Stored data

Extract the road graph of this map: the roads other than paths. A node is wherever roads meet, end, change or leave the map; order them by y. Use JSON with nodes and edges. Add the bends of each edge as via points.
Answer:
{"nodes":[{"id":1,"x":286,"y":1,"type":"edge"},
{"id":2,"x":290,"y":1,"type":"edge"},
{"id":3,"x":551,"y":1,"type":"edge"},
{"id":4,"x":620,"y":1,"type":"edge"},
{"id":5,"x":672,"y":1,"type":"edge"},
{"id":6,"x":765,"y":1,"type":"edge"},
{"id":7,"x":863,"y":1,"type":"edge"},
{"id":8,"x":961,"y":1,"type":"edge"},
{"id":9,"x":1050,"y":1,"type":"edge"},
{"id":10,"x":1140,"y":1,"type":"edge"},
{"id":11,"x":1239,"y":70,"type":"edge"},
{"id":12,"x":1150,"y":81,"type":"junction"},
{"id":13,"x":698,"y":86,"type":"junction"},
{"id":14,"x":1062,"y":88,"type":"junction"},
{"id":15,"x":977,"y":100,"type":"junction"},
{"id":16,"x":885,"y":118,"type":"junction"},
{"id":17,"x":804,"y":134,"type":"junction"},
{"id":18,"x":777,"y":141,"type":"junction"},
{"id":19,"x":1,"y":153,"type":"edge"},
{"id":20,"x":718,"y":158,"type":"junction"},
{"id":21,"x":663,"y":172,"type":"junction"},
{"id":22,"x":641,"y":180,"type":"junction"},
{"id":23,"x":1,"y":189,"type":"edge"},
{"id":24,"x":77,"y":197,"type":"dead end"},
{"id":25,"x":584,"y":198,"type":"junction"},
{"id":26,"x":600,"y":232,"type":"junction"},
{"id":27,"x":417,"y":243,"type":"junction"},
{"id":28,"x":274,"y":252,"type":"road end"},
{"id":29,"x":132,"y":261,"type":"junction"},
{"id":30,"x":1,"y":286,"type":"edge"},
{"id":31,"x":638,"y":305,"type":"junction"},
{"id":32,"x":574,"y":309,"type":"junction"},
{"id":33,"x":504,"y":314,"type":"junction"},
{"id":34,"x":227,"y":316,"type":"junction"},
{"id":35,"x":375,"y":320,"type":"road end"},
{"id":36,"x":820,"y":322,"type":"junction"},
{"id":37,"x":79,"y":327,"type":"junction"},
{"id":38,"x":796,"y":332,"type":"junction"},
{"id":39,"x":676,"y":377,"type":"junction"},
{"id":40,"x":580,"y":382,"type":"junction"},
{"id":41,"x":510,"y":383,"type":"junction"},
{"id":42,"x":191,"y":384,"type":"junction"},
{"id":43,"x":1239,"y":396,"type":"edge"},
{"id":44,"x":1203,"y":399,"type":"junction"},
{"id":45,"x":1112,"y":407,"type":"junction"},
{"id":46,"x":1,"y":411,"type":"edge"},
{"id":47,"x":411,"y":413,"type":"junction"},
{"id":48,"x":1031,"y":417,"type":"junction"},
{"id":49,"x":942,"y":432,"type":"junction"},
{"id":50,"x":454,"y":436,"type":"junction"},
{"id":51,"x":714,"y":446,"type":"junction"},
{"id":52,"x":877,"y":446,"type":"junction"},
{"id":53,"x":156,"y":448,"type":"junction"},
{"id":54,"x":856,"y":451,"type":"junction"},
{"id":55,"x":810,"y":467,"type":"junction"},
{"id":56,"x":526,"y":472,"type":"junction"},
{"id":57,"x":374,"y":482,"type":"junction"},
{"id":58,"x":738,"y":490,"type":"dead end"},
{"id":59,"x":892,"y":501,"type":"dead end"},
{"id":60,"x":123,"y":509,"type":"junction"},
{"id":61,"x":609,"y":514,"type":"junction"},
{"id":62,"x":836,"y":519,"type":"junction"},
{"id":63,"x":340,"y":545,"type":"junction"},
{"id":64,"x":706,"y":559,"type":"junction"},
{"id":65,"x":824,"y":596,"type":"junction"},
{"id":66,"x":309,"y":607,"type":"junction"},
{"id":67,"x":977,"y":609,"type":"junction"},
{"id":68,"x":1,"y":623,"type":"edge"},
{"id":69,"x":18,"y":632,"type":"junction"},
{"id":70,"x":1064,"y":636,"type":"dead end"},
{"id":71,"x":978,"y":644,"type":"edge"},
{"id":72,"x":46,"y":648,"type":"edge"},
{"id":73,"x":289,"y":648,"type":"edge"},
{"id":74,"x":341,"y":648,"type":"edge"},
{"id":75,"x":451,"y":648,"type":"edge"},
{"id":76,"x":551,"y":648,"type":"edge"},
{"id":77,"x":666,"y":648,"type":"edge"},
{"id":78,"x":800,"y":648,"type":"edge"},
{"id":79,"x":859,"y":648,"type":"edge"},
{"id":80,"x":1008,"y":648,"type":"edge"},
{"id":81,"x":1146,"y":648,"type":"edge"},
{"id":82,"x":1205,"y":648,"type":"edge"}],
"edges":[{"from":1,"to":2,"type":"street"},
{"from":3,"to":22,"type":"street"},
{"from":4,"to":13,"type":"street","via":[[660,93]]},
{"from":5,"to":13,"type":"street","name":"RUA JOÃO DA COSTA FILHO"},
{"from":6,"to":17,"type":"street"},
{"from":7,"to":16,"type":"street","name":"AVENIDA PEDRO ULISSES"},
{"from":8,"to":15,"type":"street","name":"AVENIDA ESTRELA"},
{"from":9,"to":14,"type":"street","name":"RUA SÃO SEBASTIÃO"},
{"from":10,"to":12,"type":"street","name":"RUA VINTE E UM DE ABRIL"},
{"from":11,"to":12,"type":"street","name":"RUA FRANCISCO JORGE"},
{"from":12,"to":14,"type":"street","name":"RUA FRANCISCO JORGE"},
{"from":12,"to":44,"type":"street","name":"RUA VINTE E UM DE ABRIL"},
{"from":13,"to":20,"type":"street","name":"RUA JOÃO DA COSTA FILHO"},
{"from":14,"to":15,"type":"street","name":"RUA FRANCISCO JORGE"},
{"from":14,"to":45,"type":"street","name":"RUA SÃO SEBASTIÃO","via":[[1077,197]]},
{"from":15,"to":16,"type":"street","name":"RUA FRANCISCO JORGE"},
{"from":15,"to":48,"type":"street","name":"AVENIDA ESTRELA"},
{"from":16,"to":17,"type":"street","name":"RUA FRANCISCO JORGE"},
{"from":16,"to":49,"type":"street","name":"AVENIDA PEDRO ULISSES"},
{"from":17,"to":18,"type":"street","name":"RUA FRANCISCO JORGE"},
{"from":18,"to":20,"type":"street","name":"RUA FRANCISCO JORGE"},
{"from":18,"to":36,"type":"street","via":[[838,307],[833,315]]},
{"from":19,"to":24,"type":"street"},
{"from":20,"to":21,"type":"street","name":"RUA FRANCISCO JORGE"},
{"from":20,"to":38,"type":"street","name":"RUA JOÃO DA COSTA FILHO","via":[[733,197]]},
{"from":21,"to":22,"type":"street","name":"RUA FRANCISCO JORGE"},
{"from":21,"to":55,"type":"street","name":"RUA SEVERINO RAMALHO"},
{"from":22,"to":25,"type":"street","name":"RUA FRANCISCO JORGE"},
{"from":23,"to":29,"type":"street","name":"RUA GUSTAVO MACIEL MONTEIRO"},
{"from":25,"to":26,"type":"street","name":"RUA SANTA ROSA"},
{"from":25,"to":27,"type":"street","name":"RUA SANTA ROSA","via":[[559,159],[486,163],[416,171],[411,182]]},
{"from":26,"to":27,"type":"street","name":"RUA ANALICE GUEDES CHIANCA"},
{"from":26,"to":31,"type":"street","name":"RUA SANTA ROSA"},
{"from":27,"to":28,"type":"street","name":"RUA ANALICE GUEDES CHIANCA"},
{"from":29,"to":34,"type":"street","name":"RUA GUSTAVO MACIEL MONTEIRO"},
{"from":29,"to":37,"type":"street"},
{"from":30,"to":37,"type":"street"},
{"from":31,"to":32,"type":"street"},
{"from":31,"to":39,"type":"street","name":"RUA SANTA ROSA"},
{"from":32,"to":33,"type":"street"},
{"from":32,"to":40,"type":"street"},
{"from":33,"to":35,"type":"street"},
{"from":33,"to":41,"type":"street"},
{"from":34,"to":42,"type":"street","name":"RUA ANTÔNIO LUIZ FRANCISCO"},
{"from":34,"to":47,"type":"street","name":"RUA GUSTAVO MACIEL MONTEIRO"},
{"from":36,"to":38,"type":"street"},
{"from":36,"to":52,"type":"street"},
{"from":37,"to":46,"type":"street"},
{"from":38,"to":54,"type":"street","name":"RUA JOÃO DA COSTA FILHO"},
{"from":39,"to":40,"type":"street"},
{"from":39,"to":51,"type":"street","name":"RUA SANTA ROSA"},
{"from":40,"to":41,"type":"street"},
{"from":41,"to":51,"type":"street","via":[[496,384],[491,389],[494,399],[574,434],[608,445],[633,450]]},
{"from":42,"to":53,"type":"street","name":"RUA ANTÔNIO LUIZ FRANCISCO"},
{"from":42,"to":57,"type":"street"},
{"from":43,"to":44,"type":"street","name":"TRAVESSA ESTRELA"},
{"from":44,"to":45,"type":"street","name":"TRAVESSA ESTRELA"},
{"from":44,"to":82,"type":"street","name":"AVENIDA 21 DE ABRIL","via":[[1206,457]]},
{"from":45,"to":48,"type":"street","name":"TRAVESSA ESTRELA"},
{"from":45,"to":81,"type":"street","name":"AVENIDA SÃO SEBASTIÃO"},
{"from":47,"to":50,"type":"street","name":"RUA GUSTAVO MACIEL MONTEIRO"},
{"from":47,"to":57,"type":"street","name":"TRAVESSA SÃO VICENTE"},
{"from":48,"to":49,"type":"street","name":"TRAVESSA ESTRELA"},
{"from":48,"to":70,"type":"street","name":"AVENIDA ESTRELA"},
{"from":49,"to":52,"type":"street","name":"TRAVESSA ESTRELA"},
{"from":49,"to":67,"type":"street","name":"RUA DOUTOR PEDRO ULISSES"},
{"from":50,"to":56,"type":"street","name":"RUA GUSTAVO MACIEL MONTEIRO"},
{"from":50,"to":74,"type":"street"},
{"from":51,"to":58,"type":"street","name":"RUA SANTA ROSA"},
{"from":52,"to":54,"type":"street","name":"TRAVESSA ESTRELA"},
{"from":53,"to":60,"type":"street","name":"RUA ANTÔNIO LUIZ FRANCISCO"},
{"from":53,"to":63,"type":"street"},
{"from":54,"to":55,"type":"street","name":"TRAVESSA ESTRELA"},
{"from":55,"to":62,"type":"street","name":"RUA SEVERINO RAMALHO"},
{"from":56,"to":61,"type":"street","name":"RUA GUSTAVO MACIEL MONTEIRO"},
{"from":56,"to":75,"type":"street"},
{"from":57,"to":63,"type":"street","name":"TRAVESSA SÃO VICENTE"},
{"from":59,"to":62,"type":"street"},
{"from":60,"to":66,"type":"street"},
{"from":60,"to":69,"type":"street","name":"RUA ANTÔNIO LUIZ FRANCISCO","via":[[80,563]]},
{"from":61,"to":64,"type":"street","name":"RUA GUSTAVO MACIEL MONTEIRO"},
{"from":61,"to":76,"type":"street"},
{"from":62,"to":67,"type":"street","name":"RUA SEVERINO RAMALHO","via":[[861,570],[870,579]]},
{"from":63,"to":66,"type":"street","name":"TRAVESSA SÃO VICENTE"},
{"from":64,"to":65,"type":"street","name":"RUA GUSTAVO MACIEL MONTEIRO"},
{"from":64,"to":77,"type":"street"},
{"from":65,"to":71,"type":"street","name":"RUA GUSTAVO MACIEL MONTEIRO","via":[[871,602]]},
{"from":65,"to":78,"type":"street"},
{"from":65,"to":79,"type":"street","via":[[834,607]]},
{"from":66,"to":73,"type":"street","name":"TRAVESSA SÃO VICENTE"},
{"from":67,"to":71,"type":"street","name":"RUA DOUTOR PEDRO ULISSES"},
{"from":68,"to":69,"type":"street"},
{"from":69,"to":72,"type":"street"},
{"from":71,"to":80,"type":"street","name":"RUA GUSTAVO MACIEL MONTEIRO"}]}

### What is being asked
Copy out each line of the data that holds the string "ULISSES".

### Response area
{"from":7,"to":16,"type":"street","name":"AVENIDA PEDRO ULISSES"},
{"from":16,"to":49,"type":"street","name":"AVENIDA PEDRO ULISSES"},
{"from":49,"to":67,"type":"street","name":"RUA DOUTOR PEDRO ULISSES"},
{"from":67,"to":71,"type":"street","name":"RUA DOUTOR PEDRO ULISSES"},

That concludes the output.